Por ejemplo, la valoración superlativa de lo diverso y la rendición del pensamiento a un multiculturalismo banal; un voluntarismo constructivo sin límite en la definición de la identidad personal, empezando por la sexual; y, contradictoriamente con ello, una petrificación naturalista de las identidades pseudoétnicas. Una descripción del género como estructura social determinante que avalaría prácticas de poder contrarias a la igualdad y la individualidad. La imposición del estereotipo de víctima como paradigma de autocomprensión del ciudadano, una víctima estructural que se define por su experiencia sentida sin mediación reflexiva; la cancelación o borrado social tanto del recuerdo como de la presencia de hechos y personas políticamente incorrectas; la reescritura de pasados obligatorios; el ostracismo para cualquier reflexión independiente que pretenda acercarse a la objetividad so capa de un relativismo cultural que contradice sus propios fundamentos. Algo así como un escepticismo altamente dogmático, si se permite el oxímoron.

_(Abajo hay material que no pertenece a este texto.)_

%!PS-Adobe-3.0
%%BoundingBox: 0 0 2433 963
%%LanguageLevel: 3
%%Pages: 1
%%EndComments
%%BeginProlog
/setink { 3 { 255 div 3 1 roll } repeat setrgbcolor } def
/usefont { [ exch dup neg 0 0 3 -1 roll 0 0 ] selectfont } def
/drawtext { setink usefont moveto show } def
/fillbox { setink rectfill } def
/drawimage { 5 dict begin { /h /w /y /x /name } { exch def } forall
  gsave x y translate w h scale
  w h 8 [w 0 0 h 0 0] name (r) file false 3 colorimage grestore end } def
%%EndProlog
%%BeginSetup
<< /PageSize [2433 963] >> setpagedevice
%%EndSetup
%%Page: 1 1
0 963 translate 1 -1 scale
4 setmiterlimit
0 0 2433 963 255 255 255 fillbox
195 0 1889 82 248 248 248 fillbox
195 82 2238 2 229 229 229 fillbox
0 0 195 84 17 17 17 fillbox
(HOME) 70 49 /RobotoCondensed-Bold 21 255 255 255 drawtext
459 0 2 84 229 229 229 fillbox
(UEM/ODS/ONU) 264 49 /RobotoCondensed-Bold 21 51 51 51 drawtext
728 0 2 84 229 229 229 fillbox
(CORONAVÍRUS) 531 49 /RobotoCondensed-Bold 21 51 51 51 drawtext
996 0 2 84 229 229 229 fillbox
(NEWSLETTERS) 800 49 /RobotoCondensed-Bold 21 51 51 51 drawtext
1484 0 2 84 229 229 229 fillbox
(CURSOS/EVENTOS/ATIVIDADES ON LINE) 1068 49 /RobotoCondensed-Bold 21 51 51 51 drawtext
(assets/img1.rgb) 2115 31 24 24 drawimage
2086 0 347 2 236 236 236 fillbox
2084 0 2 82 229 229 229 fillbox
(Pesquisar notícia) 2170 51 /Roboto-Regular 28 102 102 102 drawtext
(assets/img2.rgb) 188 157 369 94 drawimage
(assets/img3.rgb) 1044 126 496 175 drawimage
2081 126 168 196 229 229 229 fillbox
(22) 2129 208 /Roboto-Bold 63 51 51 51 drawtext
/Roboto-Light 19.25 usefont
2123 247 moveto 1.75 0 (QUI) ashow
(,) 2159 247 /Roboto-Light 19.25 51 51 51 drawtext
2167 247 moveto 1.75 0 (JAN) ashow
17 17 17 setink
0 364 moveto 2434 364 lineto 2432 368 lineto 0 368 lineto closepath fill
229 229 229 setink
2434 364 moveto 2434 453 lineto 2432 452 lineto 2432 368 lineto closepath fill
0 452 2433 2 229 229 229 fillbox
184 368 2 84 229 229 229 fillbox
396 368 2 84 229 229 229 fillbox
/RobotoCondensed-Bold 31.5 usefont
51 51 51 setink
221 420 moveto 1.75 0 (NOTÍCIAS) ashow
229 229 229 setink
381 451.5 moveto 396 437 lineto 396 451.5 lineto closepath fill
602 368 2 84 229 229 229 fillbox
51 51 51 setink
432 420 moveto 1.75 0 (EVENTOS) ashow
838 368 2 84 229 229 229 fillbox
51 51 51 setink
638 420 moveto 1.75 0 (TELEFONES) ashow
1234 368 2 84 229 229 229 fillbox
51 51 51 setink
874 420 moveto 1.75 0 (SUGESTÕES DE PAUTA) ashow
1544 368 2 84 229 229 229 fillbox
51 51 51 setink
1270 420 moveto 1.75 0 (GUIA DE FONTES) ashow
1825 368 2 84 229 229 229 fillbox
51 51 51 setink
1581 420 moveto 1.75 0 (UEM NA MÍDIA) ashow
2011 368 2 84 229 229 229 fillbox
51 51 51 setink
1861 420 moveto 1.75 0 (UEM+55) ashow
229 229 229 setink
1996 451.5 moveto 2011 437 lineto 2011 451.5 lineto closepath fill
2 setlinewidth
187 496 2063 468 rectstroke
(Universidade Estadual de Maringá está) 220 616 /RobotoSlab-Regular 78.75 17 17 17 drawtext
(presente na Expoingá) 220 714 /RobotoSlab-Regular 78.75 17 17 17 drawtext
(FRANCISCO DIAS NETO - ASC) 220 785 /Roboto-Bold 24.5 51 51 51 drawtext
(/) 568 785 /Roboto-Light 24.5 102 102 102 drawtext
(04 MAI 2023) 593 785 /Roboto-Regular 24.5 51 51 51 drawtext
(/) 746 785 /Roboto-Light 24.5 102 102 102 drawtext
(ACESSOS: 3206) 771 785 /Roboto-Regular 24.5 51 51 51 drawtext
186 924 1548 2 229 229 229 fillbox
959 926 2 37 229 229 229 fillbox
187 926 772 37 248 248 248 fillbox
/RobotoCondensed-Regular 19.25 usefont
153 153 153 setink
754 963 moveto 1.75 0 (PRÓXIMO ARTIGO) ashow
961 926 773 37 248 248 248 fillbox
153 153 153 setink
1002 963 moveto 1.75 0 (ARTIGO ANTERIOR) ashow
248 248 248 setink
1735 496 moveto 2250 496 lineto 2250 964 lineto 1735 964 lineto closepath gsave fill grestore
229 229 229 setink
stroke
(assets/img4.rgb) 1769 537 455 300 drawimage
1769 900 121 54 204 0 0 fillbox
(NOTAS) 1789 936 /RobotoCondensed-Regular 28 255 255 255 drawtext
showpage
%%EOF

Moral muy confusa, pero que la izquierda española ha comprado sin dudar, por mucho que sea ajena a su propia tradición. Y que impone con saña usando incluso los mecanismos del Derecho Público, el Penal incluido. Provocando al hacerlo, era predecible, un rearme no menos moral del conservadurismo más hábil.

Lo decía Kant: no es concebible mayor despotismo que el del gobierno que intenta imponer a los ciudadanos su idea de una vida buena. Porque les trata como a menores. Pues así andamos, infantilizados por una patulea de personas moralmente indignadas y que saben mejor que nosotros los que nos conviene. O así lo proclaman. Probablemente, nunca una democracia se ha visto amenazada como hoy, no tanto por los problemas objetivos que afronta, como precisamente por la conducta de sus dirigentes.